Every entry must be transcribed exactly. Pictures are not part of the copy.

Records from a collection:
▼

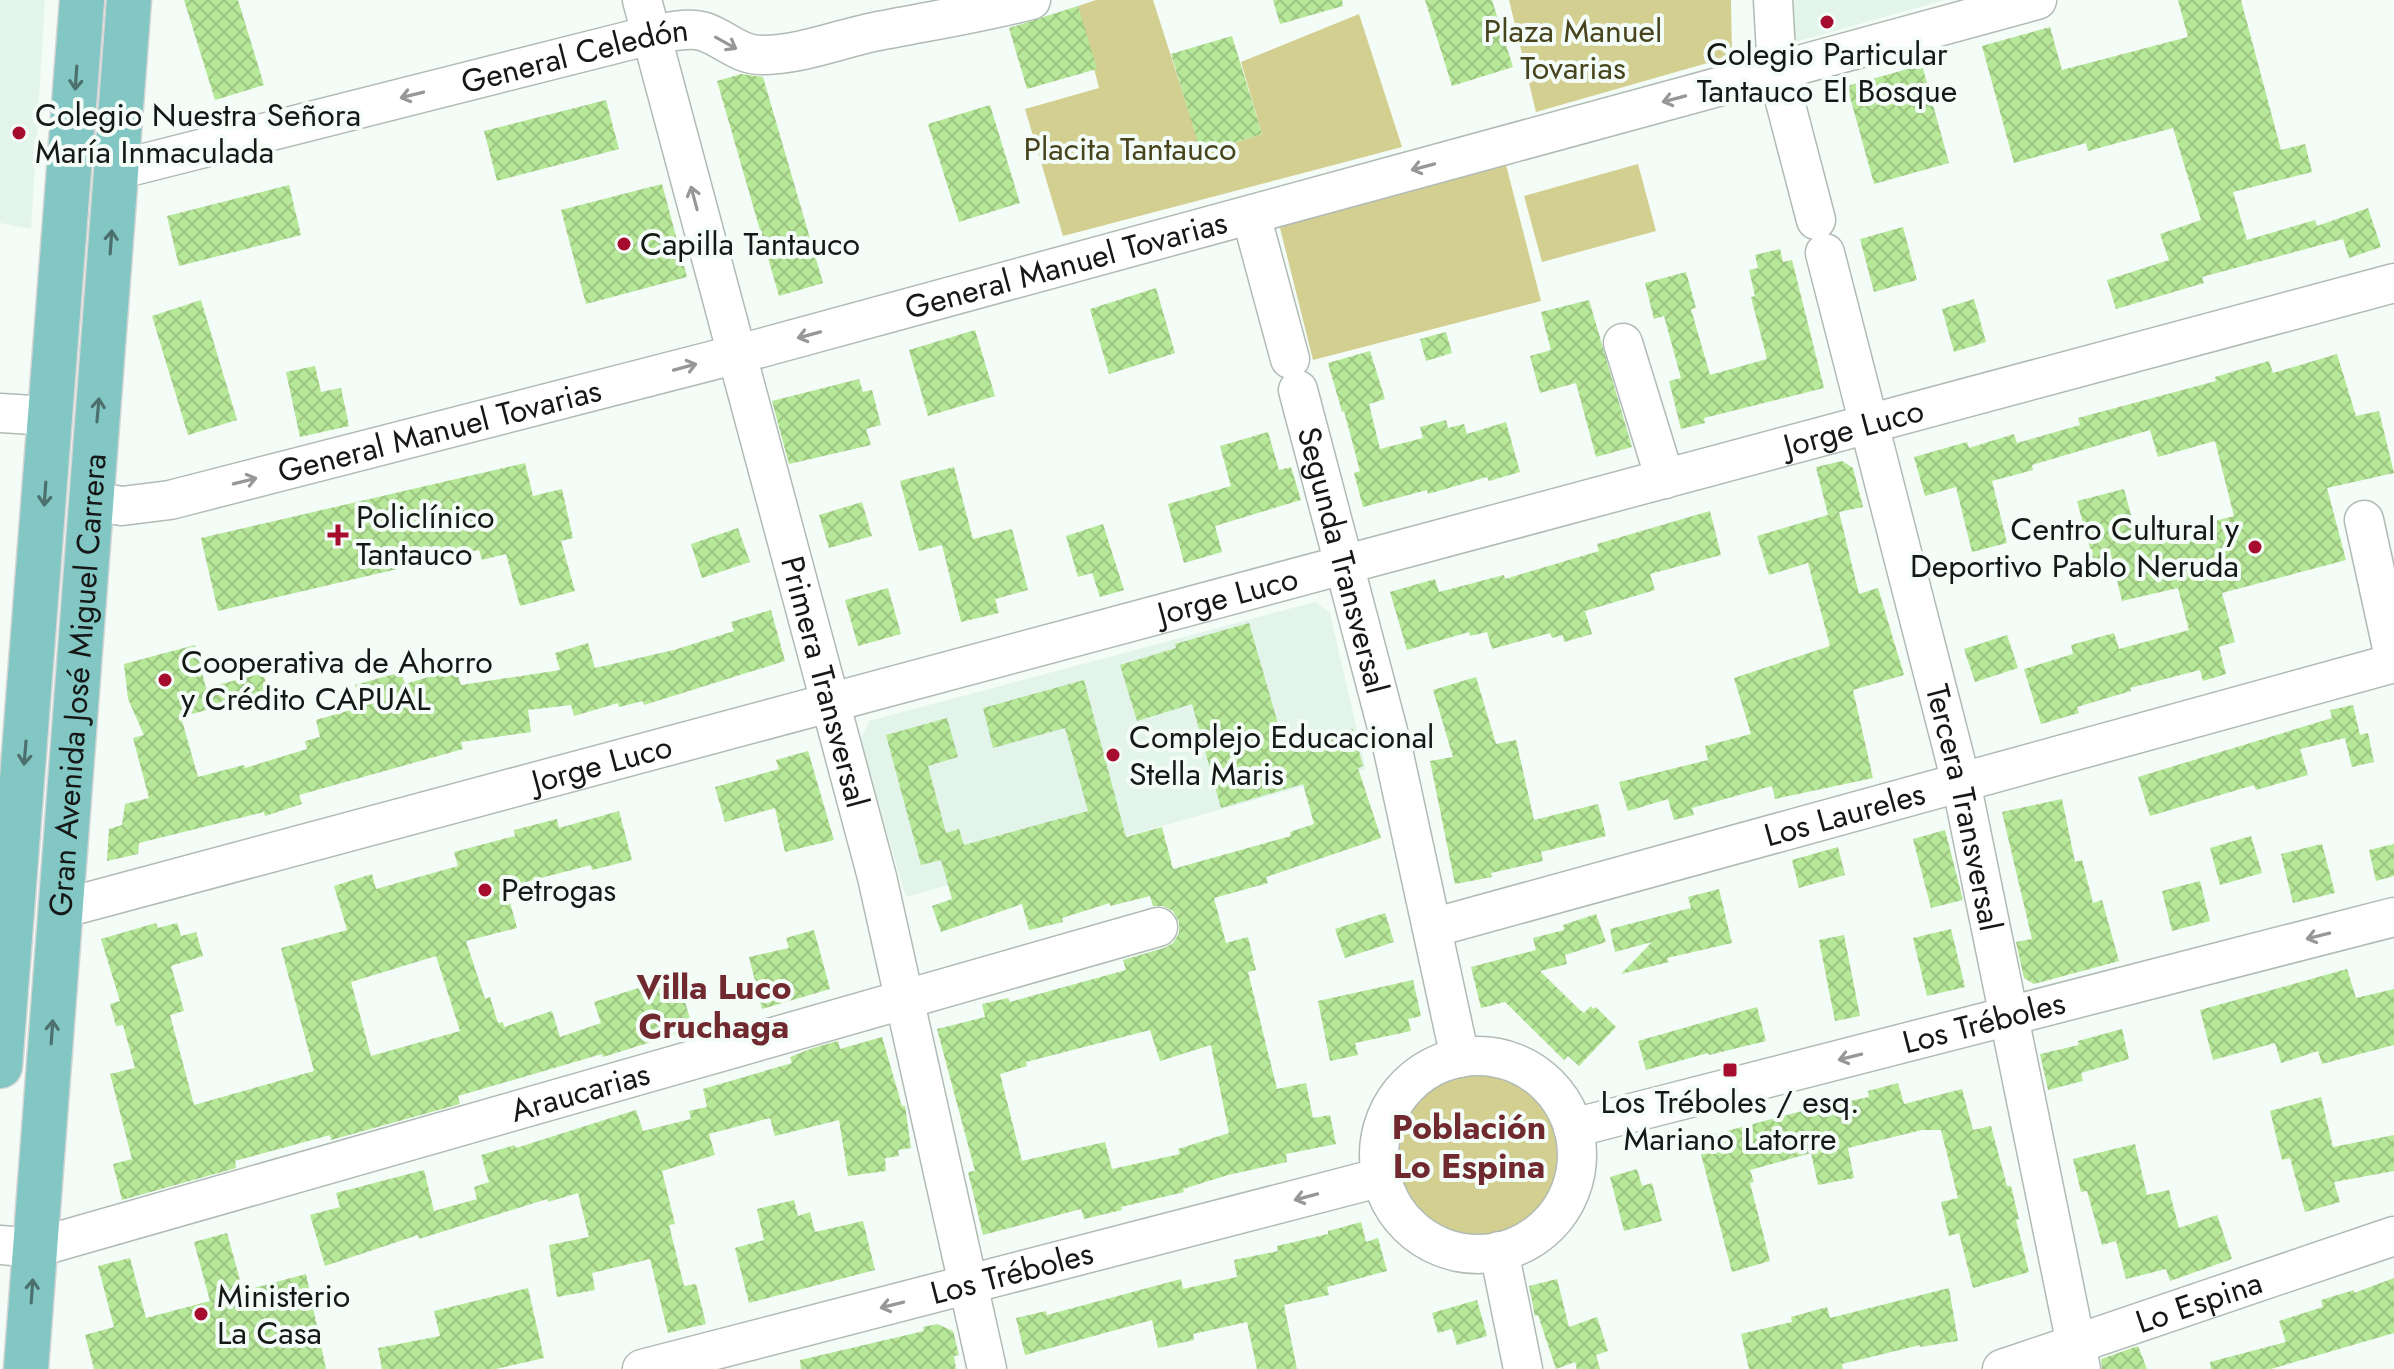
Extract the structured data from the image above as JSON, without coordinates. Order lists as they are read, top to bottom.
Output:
{
  "streets": {
    "main road": ["Gran Avenida José Miguel Carrera"],
    "street": [
      "General Celedón",
      "General Manuel Tovarias",
      "Jorge Luco",
      "Segunda Transversal",
      "Primera Transversal",
      "Tercera Transversal",
      "Los Laureles",
      "Los Tréboles",
      "Araucarias",
      "Lo Espina"
    ]
  },
  "crossings": [
    ["General Celedón", "Primera Transversal"],
    ["General Celedón", "Gran Avenida José Miguel Carrera"],
    ["General Manuel Tovarias", "Segunda Transversal"],
    ["General Manuel Tovarias", "Primera Transversal"],
    ["General Manuel Tovarias", "Gran Avenida José Miguel Carrera"],
    ["General Manuel Tovarias", "Tercera Transversal"],
    ["Jorge Luco", "Segunda Transversal"],
    ["Jorge Luco", "Primera Transversal"],
    ["Jorge Luco", "Gran Avenida José Miguel Carrera"],
    ["Jorge Luco", "Tercera Transversal"],
    ["Segunda Transversal", "Los Laureles"],
    ["Segunda Transversal", "Los Tréboles"],
    ["Primera Transversal", "Los Tréboles"],
    ["Primera Transversal", "Araucarias"],
    ["Gran Avenida José Miguel Carrera", "Araucarias"],
    ["Tercera Transversal", "Los Laureles"],
    ["Tercera Transversal", "Los Tréboles"],
    ["Tercera Transversal", "Lo Espina"]
  ],
  "one_way": ["Los Tréboles"],
  "districts": ["Villa Luco Cruchaga", "Población Lo Espina"],
  "parks": ["Plaza Manuel Tovarias", "Placita Tantauco"],
  "places": {
    "other": [
      "Colegio Particular Tantauco El Bosque",
      "Colegio Nuestra Señora María Inmaculada",
      "Capilla Tantauco",
      "Centro Cultural y Deportivo Pablo Neruda",
      "Cooperativa de Ahorro y Crédito CAPUAL",
      "Complejo Educacional Stella Maris",
      "Petrogas",
      "Ministerio La Casa"
    ],
    "health": ["Policlínico Tantauco"],
    "transit": ["Los Tréboles / esq. Mariano Latorre"]
  }
}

▲

◆ **Task solution**:
Extract the structured data from the image above as JSON, without coordinates. Order lists as they are read, top to bottom.
Output:
{
  "streets": {
    "main road": ["Gran Avenida José Miguel Carrera"],
    "street": [
      "General Celedón",
      "General Manuel Tovarias",
      "Jorge Luco",
      "Segunda Transversal",
      "Primera Transversal",
      "Tercera Transversal",
      "Los Laureles",
      "Los Tréboles",
      "Araucarias",
      "Lo Espina"
    ]
  },
  "crossings": [
    ["General Celedón", "Primera Transversal"],
    ["General Celedón", "Gran Avenida José Miguel Carrera"],
    ["General Manuel Tovarias", "Segunda Transversal"],
    ["General Manuel Tovarias", "Primera Transversal"],
    ["General Manuel Tovarias", "Gran Avenida José Miguel Carrera"],
    ["General Manuel Tovarias", "Tercera Transversal"],
    ["Jorge Luco", "Segunda Transversal"],
    ["Jorge Luco", "Primera Transversal"],
    ["Jorge Luco", "Gran Avenida José Miguel Carrera"],
    ["Jorge Luco", "Tercera Transversal"],
    ["Segunda Transversal", "Los Laureles"],
    ["Segunda Transversal", "Los Tréboles"],
    ["Primera Transversal", "Los Tréboles"],
    ["Primera Transversal", "Araucarias"],
    ["Gran Avenida José Miguel Carrera", "Araucarias"],
    ["Tercera Transversal", "Los Laureles"],
    ["Tercera Transversal", "Los Tréboles"],
    ["Tercera Transversal", "Lo Espina"]
  ],
  "one_way": ["Los Tréboles"],
  "districts": ["Villa Luco Cruchaga", "Población Lo Espina"],
  "parks": ["Plaza Manuel Tovarias", "Placita Tantauco"],
  "places": {
    "other": [
      "Colegio Particular Tantauco El Bosque",
      "Colegio Nuestra Señora María Inmaculada",
      "Capilla Tantauco",
      "Centro Cultural y Deportivo Pablo Neruda",
      "Cooperativa de Ahorro y Crédito CAPUAL",
      "Complejo Educacional Stella Maris",
      "Petrogas",
      "Ministerio La Casa"
    ],
    "health": ["Policlínico Tantauco"],
    "transit": ["Los Tréboles / esq. Mariano Latorre"]
  }
}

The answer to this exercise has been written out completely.